When the signs and symptoms of rosacea are virtually eliminated, however, the improvement in patients’ lives is often dramatic. Eighty-one percent of those who had achieved clear or almost clear skin said their psychological well-being had improved. Seventy-one percent said it had also improved their social lives, and 62 percent reported improvement in their occupational well-being. In contrast, among patients whose rosacea was only slightly or moderately improved, only 24 percent reported improved psychological well-being, only 21 percent felt their social lives had improved, and just 19 percent were better off at work.
“Recent studies of the burden of disease in rosacea have found that it can deeply impact a patient’s quality of life due to its effects on facial appearance and confidence,” said Dr. Hilary Baldwin, associate professor of dermatology at Rutgers Robert Wood Johnson Medical School. “The results of this survey suggest that, on the flip side, achieving clear skin through new advances in medical therapy has the potential to greatly improve a rosacea patient’s personal well-being in many ways.”
Rosacea is a chronic disorder of the facial skin that is often characterized by flare-ups and remissions. According to the recently updated standard classification of rosacea, the presence of persistent facial redness or, less commonly, phymatous changes where the facial skin thickens is often considered diagnostic of the disorder.1 Additional major signs include bumps (papules) and pimples (pustules), flushing, visible blood vessels (telangiectasia) and certain ocular manifestations. The presence of two or more major features independent of the diagnostic signs is also considered diagnostic of rosacea, and secondary signs and symptoms include burning or stinging, swelling and dry appearance.
In around half of rosacea patients, the eyes are also affected, including visible blood vessels on the eyelid margin and a bloodshot appearance, as well as inflammation and growth of fibrous tissue. Burning, stinging, light sensitivity and the sensation of a foreign object may also occur, as well as conjunctivitis, inflammation of oil glands at the rim of the eyelids (blepharitis) and crusty accumulations at the base of the eyelashes. Severe cases of this condition, known as ocular rosacea, can result in loss of visual acuity.

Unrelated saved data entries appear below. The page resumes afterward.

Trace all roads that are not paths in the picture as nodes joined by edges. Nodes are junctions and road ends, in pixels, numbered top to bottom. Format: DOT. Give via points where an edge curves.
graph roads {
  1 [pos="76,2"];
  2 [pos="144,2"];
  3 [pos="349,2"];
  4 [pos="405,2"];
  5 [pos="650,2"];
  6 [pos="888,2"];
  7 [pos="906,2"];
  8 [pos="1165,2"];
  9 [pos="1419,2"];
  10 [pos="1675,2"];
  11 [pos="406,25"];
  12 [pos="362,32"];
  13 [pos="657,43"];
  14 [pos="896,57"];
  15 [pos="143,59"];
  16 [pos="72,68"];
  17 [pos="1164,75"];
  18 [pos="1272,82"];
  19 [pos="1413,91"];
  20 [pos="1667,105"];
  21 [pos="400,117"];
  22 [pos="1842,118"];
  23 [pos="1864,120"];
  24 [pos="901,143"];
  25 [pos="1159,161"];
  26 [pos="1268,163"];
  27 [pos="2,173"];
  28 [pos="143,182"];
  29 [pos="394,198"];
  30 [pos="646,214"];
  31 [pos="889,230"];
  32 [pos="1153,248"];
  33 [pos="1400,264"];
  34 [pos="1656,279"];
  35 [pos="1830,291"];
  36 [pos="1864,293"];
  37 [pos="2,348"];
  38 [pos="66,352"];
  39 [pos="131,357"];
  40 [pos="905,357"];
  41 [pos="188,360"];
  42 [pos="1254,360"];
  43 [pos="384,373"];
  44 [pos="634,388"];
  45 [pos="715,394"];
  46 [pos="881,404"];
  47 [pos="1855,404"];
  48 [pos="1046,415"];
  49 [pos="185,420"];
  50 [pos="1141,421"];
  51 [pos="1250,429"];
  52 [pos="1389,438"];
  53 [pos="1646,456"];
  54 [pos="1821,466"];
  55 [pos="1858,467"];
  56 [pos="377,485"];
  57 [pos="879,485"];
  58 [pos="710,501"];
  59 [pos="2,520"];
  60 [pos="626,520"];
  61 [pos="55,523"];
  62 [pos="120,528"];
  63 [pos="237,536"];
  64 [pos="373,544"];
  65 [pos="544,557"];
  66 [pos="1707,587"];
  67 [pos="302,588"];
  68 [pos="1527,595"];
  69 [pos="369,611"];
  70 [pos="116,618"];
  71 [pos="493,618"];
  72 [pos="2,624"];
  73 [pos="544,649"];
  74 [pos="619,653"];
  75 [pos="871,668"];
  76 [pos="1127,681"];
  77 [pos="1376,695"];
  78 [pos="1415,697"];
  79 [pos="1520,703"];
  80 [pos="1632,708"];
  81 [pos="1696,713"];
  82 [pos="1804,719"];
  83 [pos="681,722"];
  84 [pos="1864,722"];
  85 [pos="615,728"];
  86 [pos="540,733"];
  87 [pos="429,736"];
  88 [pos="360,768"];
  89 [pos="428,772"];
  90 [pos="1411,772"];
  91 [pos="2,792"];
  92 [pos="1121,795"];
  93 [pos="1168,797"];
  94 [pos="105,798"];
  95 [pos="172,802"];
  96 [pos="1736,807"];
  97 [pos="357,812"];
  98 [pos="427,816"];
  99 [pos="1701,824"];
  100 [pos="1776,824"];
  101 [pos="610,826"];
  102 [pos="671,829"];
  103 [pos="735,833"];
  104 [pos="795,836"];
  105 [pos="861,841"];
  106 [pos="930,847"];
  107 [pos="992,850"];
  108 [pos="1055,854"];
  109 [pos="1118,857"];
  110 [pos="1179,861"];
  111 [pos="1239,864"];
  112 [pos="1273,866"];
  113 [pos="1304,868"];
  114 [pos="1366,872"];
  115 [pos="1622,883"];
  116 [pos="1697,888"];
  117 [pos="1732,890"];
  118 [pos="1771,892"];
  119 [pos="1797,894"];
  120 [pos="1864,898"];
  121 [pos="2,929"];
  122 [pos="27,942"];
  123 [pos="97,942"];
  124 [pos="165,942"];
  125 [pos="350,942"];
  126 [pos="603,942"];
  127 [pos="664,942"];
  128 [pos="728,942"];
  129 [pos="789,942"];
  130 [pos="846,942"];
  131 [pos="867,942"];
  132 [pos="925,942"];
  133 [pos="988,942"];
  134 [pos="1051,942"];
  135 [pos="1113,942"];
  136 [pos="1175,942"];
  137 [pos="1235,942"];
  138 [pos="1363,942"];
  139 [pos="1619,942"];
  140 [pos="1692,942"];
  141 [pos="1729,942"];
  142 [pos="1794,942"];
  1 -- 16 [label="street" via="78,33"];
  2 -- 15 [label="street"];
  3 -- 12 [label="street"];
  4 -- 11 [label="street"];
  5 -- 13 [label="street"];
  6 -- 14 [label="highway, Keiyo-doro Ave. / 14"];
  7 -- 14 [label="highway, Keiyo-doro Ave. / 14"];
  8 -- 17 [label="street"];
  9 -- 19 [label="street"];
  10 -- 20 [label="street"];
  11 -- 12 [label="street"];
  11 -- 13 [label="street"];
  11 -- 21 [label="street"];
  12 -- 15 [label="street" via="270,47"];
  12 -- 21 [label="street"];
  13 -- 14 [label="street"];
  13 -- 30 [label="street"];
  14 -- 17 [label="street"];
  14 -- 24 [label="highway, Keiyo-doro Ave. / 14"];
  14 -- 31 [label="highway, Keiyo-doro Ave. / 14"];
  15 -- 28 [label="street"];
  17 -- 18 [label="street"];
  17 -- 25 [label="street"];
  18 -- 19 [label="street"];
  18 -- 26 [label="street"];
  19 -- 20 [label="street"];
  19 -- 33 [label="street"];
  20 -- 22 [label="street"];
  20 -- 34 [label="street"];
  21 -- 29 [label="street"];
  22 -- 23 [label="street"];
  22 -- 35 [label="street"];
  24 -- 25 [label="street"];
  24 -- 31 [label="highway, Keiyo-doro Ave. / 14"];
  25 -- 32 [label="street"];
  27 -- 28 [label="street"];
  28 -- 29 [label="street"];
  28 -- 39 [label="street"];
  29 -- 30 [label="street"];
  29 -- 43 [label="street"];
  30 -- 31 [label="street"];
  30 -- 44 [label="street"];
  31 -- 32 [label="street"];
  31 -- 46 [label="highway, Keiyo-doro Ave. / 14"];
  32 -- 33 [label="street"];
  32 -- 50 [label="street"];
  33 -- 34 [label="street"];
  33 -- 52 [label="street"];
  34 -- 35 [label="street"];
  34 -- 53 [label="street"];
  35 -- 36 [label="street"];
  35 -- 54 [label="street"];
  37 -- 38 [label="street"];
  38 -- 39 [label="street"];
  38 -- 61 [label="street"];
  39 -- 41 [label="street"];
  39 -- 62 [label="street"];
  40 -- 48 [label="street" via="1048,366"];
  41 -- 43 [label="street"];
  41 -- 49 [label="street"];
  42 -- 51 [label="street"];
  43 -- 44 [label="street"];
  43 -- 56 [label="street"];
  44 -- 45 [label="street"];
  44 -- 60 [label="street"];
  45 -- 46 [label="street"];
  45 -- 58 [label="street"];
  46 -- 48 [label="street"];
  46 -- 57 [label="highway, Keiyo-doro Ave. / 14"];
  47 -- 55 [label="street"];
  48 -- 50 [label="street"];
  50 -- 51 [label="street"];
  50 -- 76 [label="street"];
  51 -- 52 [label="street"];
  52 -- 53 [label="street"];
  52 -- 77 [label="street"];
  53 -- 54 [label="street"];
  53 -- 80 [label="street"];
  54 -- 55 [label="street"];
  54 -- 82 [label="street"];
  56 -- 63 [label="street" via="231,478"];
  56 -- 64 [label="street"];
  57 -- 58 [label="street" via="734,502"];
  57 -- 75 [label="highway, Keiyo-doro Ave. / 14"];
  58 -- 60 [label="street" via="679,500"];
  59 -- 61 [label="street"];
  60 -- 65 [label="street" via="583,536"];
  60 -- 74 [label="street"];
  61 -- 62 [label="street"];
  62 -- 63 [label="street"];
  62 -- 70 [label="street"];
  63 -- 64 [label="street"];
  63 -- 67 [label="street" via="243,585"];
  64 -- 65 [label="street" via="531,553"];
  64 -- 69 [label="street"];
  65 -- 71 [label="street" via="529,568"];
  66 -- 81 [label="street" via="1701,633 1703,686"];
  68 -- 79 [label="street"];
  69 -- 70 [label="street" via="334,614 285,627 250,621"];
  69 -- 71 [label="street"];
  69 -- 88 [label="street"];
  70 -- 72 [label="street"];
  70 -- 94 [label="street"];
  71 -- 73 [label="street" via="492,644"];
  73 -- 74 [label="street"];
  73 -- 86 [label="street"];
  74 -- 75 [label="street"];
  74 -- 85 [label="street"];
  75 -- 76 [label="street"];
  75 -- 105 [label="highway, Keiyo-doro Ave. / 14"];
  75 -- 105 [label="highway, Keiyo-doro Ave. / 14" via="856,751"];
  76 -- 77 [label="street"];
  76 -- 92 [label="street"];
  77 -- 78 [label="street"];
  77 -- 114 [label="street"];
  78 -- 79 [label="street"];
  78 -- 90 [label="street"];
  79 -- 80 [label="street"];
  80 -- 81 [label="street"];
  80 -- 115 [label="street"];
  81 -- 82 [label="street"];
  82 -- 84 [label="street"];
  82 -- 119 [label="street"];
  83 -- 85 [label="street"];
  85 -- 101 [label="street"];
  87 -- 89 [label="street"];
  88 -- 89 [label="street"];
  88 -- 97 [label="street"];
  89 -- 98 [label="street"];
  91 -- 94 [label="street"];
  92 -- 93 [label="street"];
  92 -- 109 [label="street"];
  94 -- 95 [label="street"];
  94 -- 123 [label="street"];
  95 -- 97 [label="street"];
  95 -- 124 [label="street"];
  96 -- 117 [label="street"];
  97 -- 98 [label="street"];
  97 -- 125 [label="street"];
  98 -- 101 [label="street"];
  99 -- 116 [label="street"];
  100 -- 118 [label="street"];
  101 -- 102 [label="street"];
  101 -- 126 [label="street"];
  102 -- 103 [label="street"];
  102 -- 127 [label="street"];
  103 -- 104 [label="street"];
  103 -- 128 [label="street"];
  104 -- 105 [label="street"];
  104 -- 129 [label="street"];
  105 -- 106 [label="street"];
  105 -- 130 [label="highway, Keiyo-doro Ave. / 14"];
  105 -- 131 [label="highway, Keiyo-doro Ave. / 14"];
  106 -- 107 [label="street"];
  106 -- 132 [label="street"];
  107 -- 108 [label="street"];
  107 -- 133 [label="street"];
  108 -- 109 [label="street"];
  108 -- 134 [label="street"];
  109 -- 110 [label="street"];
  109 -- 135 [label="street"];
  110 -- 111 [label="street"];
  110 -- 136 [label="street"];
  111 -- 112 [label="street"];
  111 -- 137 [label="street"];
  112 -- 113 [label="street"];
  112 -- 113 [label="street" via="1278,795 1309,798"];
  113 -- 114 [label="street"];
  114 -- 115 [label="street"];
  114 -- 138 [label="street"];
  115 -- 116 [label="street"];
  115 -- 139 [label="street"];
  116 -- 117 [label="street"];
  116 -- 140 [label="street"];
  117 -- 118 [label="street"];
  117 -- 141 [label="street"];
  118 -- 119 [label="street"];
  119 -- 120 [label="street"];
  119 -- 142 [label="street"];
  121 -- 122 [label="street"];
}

In some patients, especially in men, the nose may become enlarged from the development of excess tissue. This is the condition that gave comedian W.C. Fields his trademark red, bulbous nose.
In the survey, 95 percent of respondents reported having facial redness, 80 percent had bumps and pimples, 74 percent reported flushing, 59 percent experienced burning or stinging sensations, and 54 percent suffered from eye irritation.
Reference:
1. Gallo RL, Granstein RD, Kang S, et al. Standard classification and pathophysiology of rosacea: The 2017 update by the National Rosacea Society Expert Committee. J Am Acad Dermatol 2018 Jan;78(1):148-155. doi: 10.1016/j.jaad.2017.08.037. Epub 2017 Oct 28.